As you may have heard, last week I finished the capstone project for the data science course offered through Microsoft Academy. I learned a lot of things while taking the course. Some of these things are probably not new to you. For example, I didn’t know you could select a bunch of rows and columns in Excel this quickly:

Sure, that’s old news for many of you. But I don’t work in Excel enough to have the need to know such shortcuts. And when you start working with thousands of rows and hundreds of columns, tricks like that become useful.

Here’s another trick I learned: Excel has a Data Analysis pack available as an Excel add-in.
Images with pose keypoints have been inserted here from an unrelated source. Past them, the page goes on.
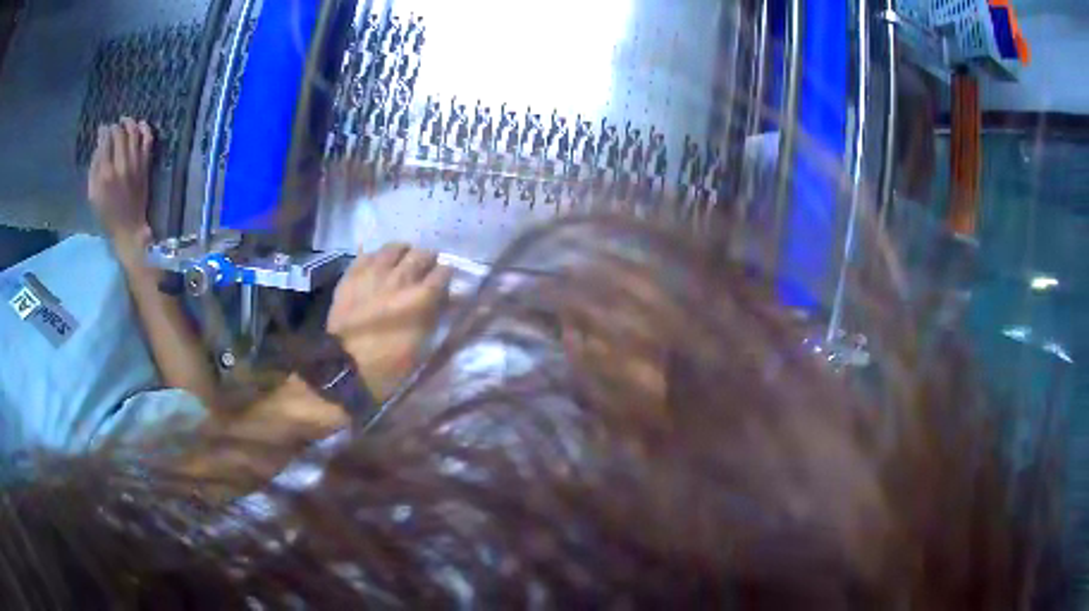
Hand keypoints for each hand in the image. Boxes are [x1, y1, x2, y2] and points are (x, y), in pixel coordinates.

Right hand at [88, 118, 153, 254]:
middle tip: (113, 126)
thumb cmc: (106, 215)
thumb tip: (98, 147)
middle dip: (116, 126)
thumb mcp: (93, 195)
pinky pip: (148, 141)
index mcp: (105, 174)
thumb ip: (94, 170)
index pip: (105, 142)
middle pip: (120, 134)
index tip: (103, 129)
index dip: (104, 131)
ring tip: (125, 121)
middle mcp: (120, 165)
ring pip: (134, 133)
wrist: (129, 228)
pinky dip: (145, 129)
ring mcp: (135, 164)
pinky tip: (141, 124)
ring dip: (130, 123)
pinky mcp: (145, 166)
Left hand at [328, 244, 452, 400]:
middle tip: (425, 270)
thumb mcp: (423, 345)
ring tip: (401, 262)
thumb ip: (435, 316)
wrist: (346, 367)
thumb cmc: (390, 365)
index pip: (444, 271)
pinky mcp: (353, 274)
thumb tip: (446, 299)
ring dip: (402, 253)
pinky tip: (377, 266)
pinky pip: (368, 254)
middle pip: (422, 254)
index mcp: (423, 297)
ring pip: (395, 248)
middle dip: (427, 260)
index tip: (444, 282)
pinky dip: (376, 257)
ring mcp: (375, 272)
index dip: (446, 276)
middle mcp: (402, 278)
The Data Analysis toolpack has a lot of useful statistical functions. The first one I used in the course was the descriptive statistics. All we need to do is point it at some data:

 

Click OK and observed the statistical goodness:

Here I was, calculating these numbers the old-fashioned way. Now I know how to get the same results in far less time.

What’s more, this underscores why Excel is the go-to tool for millions of business pros each day. If I wanted to get these same results inside of SQL Server, I would need to write T-SQL to get the job done. It wouldn’t be hard for me to do that, but I’ve been writing database queries for some time now. For business pros, they don’t care to spend time writing T-SQL, they just want to use Excel to do some basic math and statistics. And I can’t blame them, either, since Excel also allows for things like this:

Yes, it’s a simple histogram. You know how to create simple histograms in SSMS using T-SQL? You don’t, that’s how. (OK, you can, but it’s not as easy as Excel).

There’s lots of little things like this I learned during the 10-course program. I didn’t keep a list, but wish I had. I will keep posting and sharing as I remember. Let’s just say that I the course was eye-opening for me in terms of what Excel and PowerBI can do for data professionals. It also helped me understand that the future for data professionals isn’t in query tuning, but in data analysis.